My views of teaching and learning begin with the understanding the pursuit of knowledge is an active lifelong process. Teaching students in the 21st century requires wearing three intertwined hats. These three hats are motivator, counselor, and mentor.
As a motivator it is my duty as the teacher to help students understand the value of lifelong learning, and to help students understand they need more drive for education than just linking course activities to the achievement of their goals (e.g., their grades). Often, this is helping students redefine success. In our environment, success is about developing a process for learning using course content as lessons (i.e., field specific norms or life). When students grasp the idea of learning over focusing on grades, their intrinsic motivation takes over.
Often, intrinsically motivated students are ready to handle tough tasks. Usually, these students fear tough tasks because of the unknown elements of the task. As a teacher, it is my duty to help students realize they are capable of handling tough tasks, but to do so, I must be a counselor. In counseling, it is important I understand the student. This requires me to observe and listen to the student gathering information about their likes, dislikes, and issues that may be taking place in their life. Learning this information allows me to better design and augment the delivery of the course content helping students develop and refine their learning process to better handle tough tasks. Further, this information also helps with mentoring students.
To be a capable mentor, I have to understand the student’s learning process and motivations. As a teacher and mentor, this information allows me to work with students in research settings producing scholarship, designing plans for graduate school or law school, or making other decisions (i.e., career or life). When situations arise, this information helps me discuss with the student the different choices the situation presents. With the known information at the time of the situation and knowing their motivations, I can help the student use their learning process to make a decision. In addition, in my role as a mentor, it is vital, I serve as a model for this process. This takes the process out of a theoretical lens and allows students to see one way of applying the learning process.

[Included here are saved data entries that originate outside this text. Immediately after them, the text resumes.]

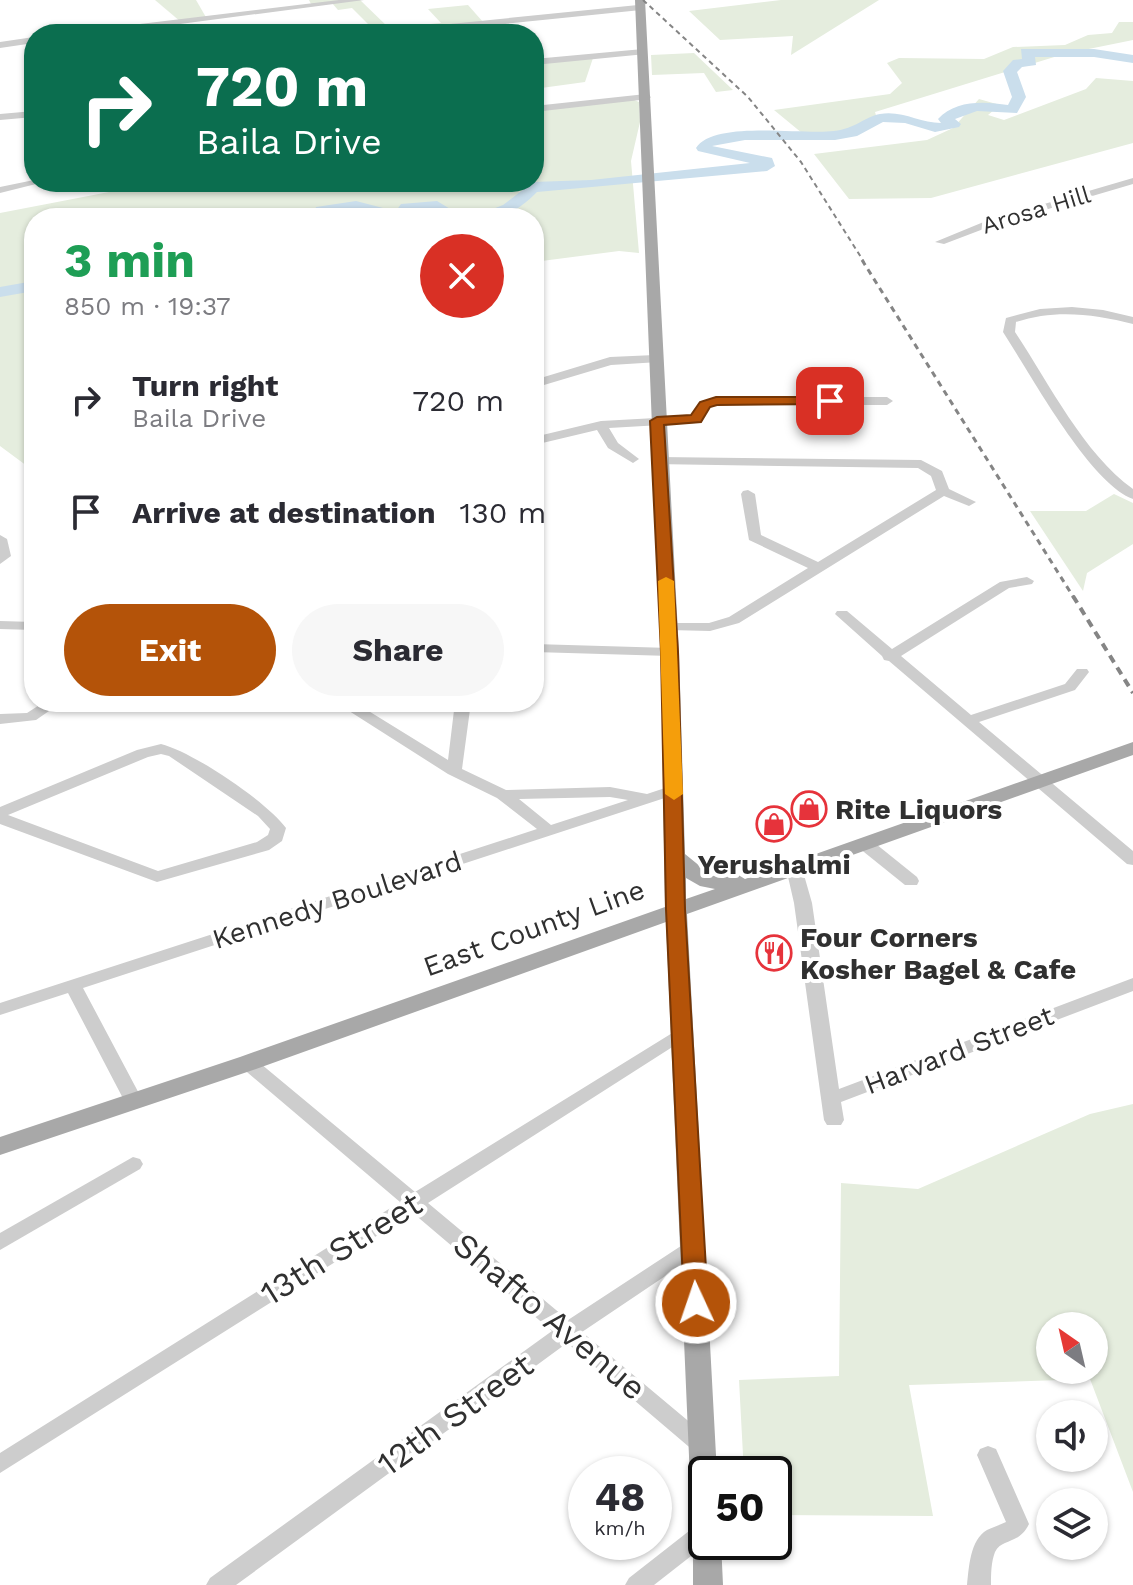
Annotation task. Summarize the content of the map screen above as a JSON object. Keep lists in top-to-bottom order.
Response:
{
  "streets": {
    "main road": ["East County Line"],
    "street": [
      "Arosa Hill",
      "Kennedy Boulevard",
      "Harvard Street",
      "13th Street",
      "Shafto Avenue",
      "12th Street"
    ]
  },
  "crossings": [
    ["East County Line", "Shafto Avenue"],
    ["13th Street", "Shafto Avenue"],
    ["Shafto Avenue", "12th Street"]
  ],
  "places": {
    "shop": ["Rite Liquors", "Yerushalmi"],
    "restaurant": ["Four Corners Kosher Bagel & Cafe"]
  },
  "north": "top left",
  "page": {
    "turn": ["720 m", "Baila Drive"],
    "heading": ["3 min", "850 m · 19:37"],
    "list": [
      {
        "name": "Turn right",
        "note": "Baila Drive",
        "value": "720 m"
      },
      {
        "name": "Arrive at destination",
        "value": "130 m"
      }
    ],
    "buttons": ["Exit", "Share"],
    "speed": "48 km/h",
    "limit": "50"
  }
}
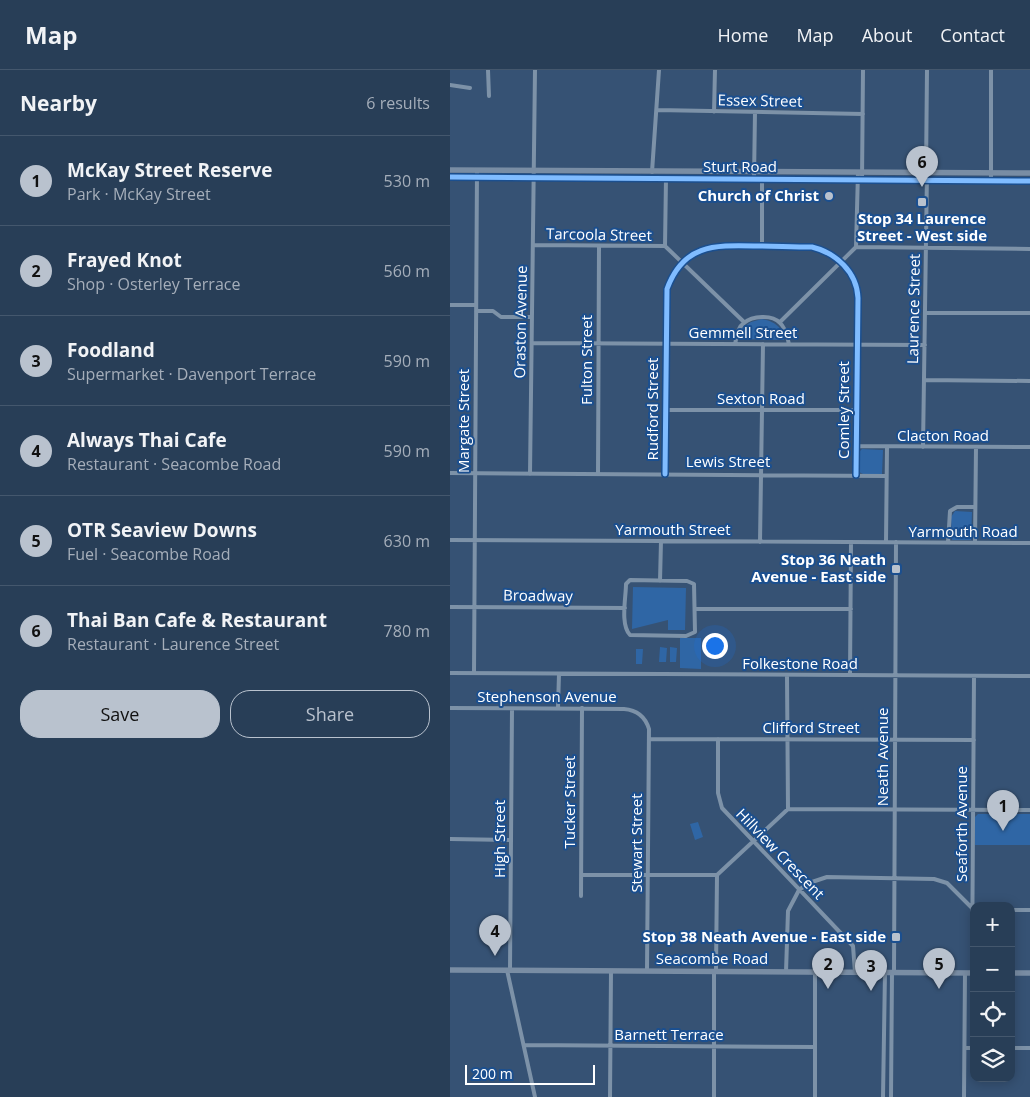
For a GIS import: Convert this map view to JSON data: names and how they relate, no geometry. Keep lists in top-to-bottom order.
{
  "streets": {
    "main road": ["Sturt Road", "Seacombe Road"],
    "street": [
      "Essex Street",
      "Tarcoola Street",
      "Laurence Street",
      "Oraston Avenue",
      "Gemmell Street",
      "Fulton Street",
      "Sexton Road",
      "Rudford Street",
      "Comley Street",
      "Margate Street",
      "Clacton Road",
      "Lewis Street",
      "Yarmouth Street",
      "Yarmouth Road",
      "Broadway",
      "Folkestone Road",
      "Stephenson Avenue",
      "Clifford Street",
      "Neath Avenue",
      "Tucker Street",
      "Seaforth Avenue",
      "High Street",
      "Stewart Street",
      "Hillview Crescent",
      "Barnett Terrace"
    ]
  },
  "crossings": [
    ["Sturt Road", "Laurence Street"],
    ["Sturt Road", "Oraston Avenue"],
    ["Sturt Road", "Margate Street"],
    ["Tarcoola Street", "Oraston Avenue"],
    ["Tarcoola Street", "Fulton Street"],
    ["Laurence Street", "Gemmell Street"],
    ["Laurence Street", "Clacton Road"],
    ["Oraston Avenue", "Gemmell Street"],
    ["Oraston Avenue", "Lewis Street"],
    ["Gemmell Street", "Fulton Street"],
    ["Gemmell Street", "Rudford Street"],
    ["Gemmell Street", "Comley Street"],
    ["Fulton Street", "Lewis Street"],
    ["Sexton Road", "Rudford Street"],
    ["Sexton Road", "Comley Street"],
    ["Rudford Street", "Lewis Street"],
    ["Comley Street", "Clacton Road"],
    ["Comley Street", "Lewis Street"],
    ["Margate Street", "Lewis Street"],
    ["Margate Street", "Yarmouth Street"],
    ["Margate Street", "Broadway"],
    ["Margate Street", "Folkestone Road"],
    ["Yarmouth Street", "Yarmouth Road"],
    ["Yarmouth Street", "Neath Avenue"],
    ["Yarmouth Road", "Neath Avenue"],
    ["Folkestone Road", "Neath Avenue"],
    ["Folkestone Road", "Seaforth Avenue"],
    ["Stephenson Avenue", "Tucker Street"],
    ["Stephenson Avenue", "High Street"],
    ["Stephenson Avenue", "Stewart Street"],
    ["Clifford Street", "Neath Avenue"],
    ["Clifford Street", "Seaforth Avenue"],
    ["Clifford Street", "Stewart Street"],
    ["Clifford Street", "Hillview Crescent"],
    ["Neath Avenue", "Seacombe Road"],
    ["High Street", "Seacombe Road"],
    ["High Street", "Barnett Terrace"],
    ["Stewart Street", "Seacombe Road"],
    ["Hillview Crescent", "Seacombe Road"]
  ],
  "places": {
    "other": ["Church of Christ"],
    "transit": ["Stop 34 Laurence Street - West side", "Stop 36 Neath Avenue - East side", "Stop 38 Neath Avenue - East side"]
  },
  "scale_bar": "200 m",
  "page": {
    "header": "Map",
    "nav": [
      "Home",
      "Map",
      "About",
      "Contact"
    ],
    "heading": ["Nearby", "6 results"],
    "list": [
      {
        "mark": "1",
        "name": "McKay Street Reserve",
        "note": "Park · McKay Street",
        "value": "530 m"
      },
      {
        "mark": "2",
        "name": "Frayed Knot",
        "note": "Shop · Osterley Terrace",
        "value": "560 m"
      },
      {
        "mark": "3",
        "name": "Foodland",
        "note": "Supermarket · Davenport Terrace",
        "value": "590 m"
      },
      {
        "mark": "4",
        "name": "Always Thai Cafe",
        "note": "Restaurant · Seacombe Road",
        "value": "590 m"
      },
      {
        "mark": "5",
        "name": "OTR Seaview Downs",
        "note": "Fuel · Seacombe Road",
        "value": "630 m"
      },
      {
        "mark": "6",
        "name": "Thai Ban Cafe & Restaurant",
        "note": "Restaurant · Laurence Street",
        "value": "780 m"
      }
    ],
    "pins": [
      "6",
      "1",
      "4",
      "2",
      "5",
      "3"
    ],
    "buttons": ["Save", "Share"],
    "map_buttons": ["+", "−"],
    "scale": "200 m"
  }
}
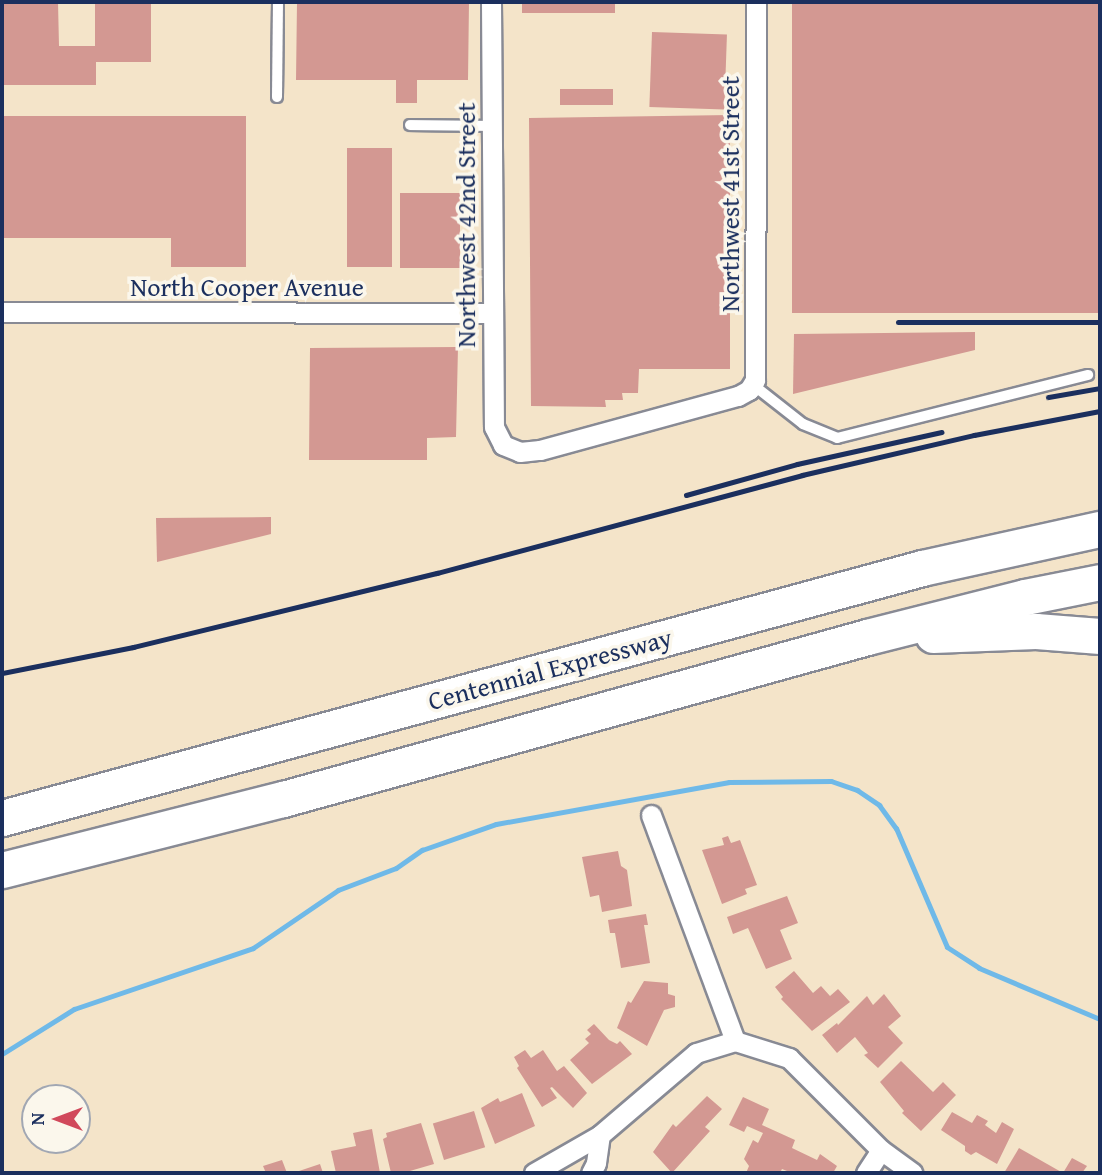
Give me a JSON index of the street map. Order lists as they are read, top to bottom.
{
  "streets": {
    "highway": ["Centennial Expressway"],
    "street": ["Northwest 41st Street", "Northwest 42nd Street", "North Cooper Avenue"]
  },
  "crossings": [
    ["Northwest 41st Street", "Northwest 42nd Street"],
    ["Northwest 42nd Street", "North Cooper Avenue"]
  ],
  "north": "left"
}
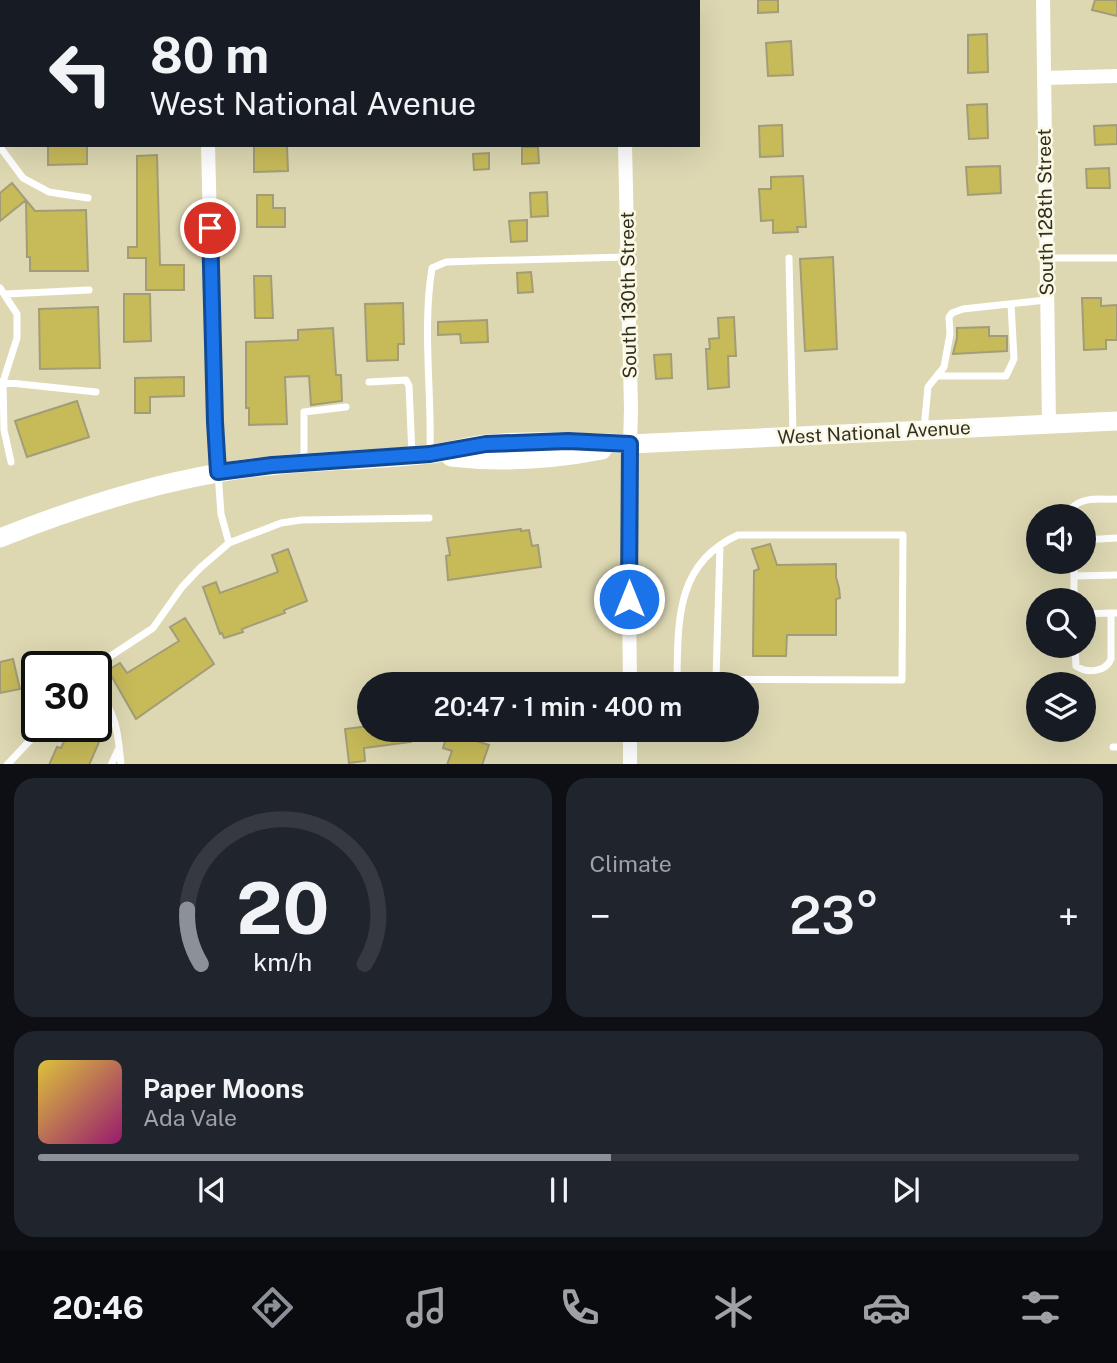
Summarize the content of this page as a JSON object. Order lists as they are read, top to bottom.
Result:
{
  "streets": {
    "main road": ["West National Avenue"],
    "street": ["South 128th Street", "South 130th Street"]
  },
  "crossings": [
    ["South 128th Street", "West National Avenue"],
    ["South 130th Street", "West National Avenue"]
  ],
  "page": {
    "turn": ["80 m", "West National Avenue"],
    "limit": "30",
    "trip": "20:47 · 1 min · 400 m",
    "tile": "Climate",
    "heat": ["−", "23°", "+"],
    "song": ["Paper Moons", "Ada Vale"],
    "tabs": "20:46",
    "gauge": ["20", "km/h"]
  }
}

When all three hats have been worn and applied by the teacher, the student learns. Usually, the student realizes their learning process can be applied to any situation. Importantly, they begin to realize the need for additional information and repetitions to continue to refine their learning process. As time passes and the student has had many repetitions applying their learning process to various situations, they tend to understand how their lifelong pursuit of knowledge has influenced and changed others. This is evident when some assume employment with teaching, discretionary, management or supervisory responsibilities. Words cannot convey the happiness it brings me to see a former student in one of these positions working with their students or fellow employees teaching them to use their learning process to engage lifelong learning. In my career in higher education, I work with our current students, and I have had the honor to, continuously, work with countless alumni through this process. As a teacher, motivator, counselor, and mentor, this is my greatest joy.
Recent Courses Taught:
Computer and Electronic Crime
Examination of legal policy and technical issues of computer and electronic crime.
Applied Statistics in Criminal Justice
Focuses on the use of statistical techniques in criminal justice. Emphasis on the application and interpretation of the statistics. Utilization of statistical application computer systems.
The application of quantitative and qualitative analyses in criminal justice research. The concepts of validity, reliability, hypothesis development and testing, measurement, sampling, experimental, quasi-experimental construction, errors in reasoning, and approaches to the problems of the conduct of stringent and useful research.
Criminal Justice Systems
A study of the criminal justice system n the United States. A systems approach to the study of criminal justice and the interrelationships of the various components of the system. Social and political issues related to the criminal justice system are examined in depth.